In many ways, Michigan is the forgotten giant of the cannabis industry. In 2016, Michigan had the second largest medical market in the country, with sales of $500 million and a patient base that exceeds 211,000 – more than Colorado and Arizona combined. It was able to accomplish all of this with a legally dubious dispensary system where very few national infused product brands are present. Long awaited regulations were finally put in place at the end of 2016 to officially license dispensaries, grow operations and processing companies, implement seed-to-sale tracking as well as allow for more types of infused products. These regulations make the state an important target for savvy manufacturers looking to expand – there is a massive consumer base and almost no competition from well established brands of infused products.

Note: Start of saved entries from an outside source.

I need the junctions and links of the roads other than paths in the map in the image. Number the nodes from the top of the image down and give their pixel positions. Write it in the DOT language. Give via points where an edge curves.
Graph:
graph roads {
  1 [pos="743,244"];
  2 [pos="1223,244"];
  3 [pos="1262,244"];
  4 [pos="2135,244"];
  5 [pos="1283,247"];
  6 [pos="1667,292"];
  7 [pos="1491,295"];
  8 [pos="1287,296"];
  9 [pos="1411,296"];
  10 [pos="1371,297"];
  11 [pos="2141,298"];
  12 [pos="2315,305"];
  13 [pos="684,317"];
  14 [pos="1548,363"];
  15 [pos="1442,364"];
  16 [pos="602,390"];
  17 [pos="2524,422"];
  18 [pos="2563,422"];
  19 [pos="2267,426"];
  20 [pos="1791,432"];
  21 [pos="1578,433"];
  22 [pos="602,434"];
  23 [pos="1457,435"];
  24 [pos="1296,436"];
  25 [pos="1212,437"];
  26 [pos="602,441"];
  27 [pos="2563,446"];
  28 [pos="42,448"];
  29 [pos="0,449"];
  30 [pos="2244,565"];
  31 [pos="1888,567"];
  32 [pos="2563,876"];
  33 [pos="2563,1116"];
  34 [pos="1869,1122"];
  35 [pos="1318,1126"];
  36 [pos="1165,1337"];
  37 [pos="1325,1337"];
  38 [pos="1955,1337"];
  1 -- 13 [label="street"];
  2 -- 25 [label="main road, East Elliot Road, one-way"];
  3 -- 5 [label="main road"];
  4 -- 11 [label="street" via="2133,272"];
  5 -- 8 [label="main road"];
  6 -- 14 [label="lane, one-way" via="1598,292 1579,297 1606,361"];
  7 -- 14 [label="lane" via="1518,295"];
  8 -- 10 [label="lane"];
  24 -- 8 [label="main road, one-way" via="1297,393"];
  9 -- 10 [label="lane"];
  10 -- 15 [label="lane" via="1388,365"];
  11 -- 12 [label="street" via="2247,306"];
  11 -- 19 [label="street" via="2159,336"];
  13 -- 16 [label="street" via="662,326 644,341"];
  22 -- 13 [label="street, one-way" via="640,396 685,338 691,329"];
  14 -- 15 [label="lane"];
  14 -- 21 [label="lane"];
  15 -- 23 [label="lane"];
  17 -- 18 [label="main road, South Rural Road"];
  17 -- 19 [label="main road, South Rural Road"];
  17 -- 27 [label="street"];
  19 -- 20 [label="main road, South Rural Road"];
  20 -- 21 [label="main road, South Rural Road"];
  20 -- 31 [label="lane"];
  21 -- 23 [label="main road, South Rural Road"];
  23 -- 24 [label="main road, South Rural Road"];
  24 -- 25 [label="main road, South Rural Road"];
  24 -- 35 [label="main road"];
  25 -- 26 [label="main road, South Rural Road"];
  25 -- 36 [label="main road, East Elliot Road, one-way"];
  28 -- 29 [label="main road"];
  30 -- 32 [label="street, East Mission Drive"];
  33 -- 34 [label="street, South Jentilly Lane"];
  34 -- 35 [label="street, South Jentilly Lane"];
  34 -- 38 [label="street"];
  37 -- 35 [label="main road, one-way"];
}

Illinois kicked off to an embarrassingly slow start, but the state has continued to add more qualifying conditions and sustained double digit month on month growth in both patients and sales. In 2016, the state did only $36 million in retail sales but is expected to reach more than $112 million in 2017 and continue strong year on year growth thereafter, reaching $344 million in sales per year by 2020 by Brightfield Group estimates.
Ohio, while expected to get off to a slow start, will have strong market potential after its ramp up period. The state has an inclusive list of qualifying conditions, including chronic, severe and intractable pain, and a population more than twice the size of Colorado's. By 2020, the state could easily register $200 million in sales, and continue to hit high double digit growth in the years that follow.
Pennsylvania may not technically be in the Midwest by many definitions, but it is frequently ignored by those on the coasts just as much as the rest of the region. But thanks to a favorable legislature and lenient list of qualifying conditions (even if product types are to be limited at the rollout) the state’s medical market could easily reach $466 million in retail sales by 2020.
The Western United States and more recently New England have undoubtedly been trailblazers in the cannabis industry, first with medical and now recreational marijuana. However, with the obvious exception of California, these states are actually quite small in population terms and growth in most of states will slow to low single digits by 2020. These populous states in the middle of the country are just starting to come online and will continue to post strong growth, both in actual and percentage terms for many years to come. And if the 2016 election taught us anything it should be not to underestimate the middle of the country.